My Developer Journey: From Dependency Hell to Developing Production-Grade Applications

Level 1: Lunartech

The Beginning: The Experimentation Mindset

Hello readers, my name is Jim Amuto, and this is my story. One thing about me is that I love experimenting. In every project I do, I don't follow the norm. I ask myself: What am I doing? What is the end goal? How much faster can I ship it to actual users or increase my workflow speed?

That's how I developed a passion for software development, mostly driven by my love for DevOps. I am grateful for the position I am currently in because I was able to identify loopholes and the need to ship code faster.


The Challenge: Full Stack in an AI Startup

I remember being on a deadline with so many things to do. In the nature of an AI startup, you are required to perform full-stack roles rather than being specialized, which is good because you become a jack of all trades and then personally specialize in one area as you grow.


Shipping Code Under Pressure

I thought quickly about how I could ensure I was capable of shipping code. My current big project involved building an AI translator that was supposed to handle long hours of content, which my boss insisted on. It was quite difficult to implement because my device was a bottleneck. AI/ML projects are very computationally intensive, but again, no excuses. I tried and tried again until it failed.

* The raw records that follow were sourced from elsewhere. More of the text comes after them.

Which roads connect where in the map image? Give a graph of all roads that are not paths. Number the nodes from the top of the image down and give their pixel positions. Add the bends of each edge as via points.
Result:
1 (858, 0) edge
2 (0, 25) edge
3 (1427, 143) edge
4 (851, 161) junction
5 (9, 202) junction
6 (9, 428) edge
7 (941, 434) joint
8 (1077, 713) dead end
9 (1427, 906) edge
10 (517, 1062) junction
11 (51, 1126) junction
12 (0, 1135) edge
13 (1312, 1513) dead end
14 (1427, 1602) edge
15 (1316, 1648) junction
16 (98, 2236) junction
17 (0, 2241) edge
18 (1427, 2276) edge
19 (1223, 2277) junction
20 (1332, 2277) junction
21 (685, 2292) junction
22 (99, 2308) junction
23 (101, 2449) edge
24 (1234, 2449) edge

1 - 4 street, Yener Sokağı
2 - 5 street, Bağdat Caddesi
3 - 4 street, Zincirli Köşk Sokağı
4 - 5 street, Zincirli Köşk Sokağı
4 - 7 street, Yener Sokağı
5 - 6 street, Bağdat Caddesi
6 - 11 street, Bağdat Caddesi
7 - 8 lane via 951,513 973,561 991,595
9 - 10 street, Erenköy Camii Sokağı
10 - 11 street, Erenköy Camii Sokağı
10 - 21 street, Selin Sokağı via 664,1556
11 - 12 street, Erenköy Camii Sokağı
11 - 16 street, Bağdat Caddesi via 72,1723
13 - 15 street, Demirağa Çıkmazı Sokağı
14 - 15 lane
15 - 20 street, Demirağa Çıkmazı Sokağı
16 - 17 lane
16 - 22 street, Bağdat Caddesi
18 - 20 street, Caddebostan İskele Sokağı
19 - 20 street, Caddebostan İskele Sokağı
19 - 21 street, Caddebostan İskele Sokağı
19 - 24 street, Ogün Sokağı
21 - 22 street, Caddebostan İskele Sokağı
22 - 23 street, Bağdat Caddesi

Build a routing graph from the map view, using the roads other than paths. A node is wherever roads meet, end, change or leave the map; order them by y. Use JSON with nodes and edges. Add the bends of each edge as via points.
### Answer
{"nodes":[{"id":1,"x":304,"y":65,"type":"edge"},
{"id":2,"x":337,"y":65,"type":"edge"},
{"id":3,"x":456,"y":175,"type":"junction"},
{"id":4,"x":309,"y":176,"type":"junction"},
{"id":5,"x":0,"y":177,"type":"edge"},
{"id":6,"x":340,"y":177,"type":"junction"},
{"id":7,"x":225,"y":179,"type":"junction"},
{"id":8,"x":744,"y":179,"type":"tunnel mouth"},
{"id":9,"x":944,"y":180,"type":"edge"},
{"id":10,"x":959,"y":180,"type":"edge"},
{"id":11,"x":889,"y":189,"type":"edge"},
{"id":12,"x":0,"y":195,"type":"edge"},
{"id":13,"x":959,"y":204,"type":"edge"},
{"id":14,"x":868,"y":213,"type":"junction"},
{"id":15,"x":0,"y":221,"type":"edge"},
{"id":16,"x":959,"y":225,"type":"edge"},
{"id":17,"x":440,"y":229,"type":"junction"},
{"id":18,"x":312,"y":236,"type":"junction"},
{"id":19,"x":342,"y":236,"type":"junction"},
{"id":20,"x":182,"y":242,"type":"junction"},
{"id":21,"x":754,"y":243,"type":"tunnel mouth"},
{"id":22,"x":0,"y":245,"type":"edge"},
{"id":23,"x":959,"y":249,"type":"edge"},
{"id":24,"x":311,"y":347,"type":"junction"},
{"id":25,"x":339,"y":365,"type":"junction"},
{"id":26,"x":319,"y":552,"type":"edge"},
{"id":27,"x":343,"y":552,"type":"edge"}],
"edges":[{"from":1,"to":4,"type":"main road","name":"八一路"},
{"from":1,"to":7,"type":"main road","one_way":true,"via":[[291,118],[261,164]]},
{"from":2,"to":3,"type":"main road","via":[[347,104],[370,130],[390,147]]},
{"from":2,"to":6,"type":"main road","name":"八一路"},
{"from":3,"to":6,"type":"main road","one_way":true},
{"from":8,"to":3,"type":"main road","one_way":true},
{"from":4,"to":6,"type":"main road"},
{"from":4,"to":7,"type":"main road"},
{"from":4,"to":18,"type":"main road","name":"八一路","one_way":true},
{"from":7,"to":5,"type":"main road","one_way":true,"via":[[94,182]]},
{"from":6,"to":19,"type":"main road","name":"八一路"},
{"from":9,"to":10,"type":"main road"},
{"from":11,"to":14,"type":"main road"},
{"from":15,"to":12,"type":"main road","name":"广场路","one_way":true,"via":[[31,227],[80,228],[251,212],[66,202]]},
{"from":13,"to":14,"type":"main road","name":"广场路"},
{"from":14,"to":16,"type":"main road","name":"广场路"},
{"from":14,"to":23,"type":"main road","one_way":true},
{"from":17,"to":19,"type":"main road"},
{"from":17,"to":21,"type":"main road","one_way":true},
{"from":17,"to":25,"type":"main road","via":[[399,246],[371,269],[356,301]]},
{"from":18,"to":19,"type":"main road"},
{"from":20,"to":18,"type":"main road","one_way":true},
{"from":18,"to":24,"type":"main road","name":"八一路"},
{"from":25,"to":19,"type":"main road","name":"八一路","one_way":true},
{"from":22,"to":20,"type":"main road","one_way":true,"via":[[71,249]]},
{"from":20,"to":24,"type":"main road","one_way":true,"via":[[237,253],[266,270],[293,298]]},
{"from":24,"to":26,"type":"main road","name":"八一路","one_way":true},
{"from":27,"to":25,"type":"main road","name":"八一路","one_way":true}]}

So I reached out to my friend who had a better device, apparently. We had a call, he cloned the repo, and I told him what to install first. Then he ran a dependency install script, and hell broke loose—literally "dependency hell." He fixed what he could and continued with what I requested, but it still failed because there were so many specific versions to install. I eventually gave up and told my boss that my PC wasn't enough.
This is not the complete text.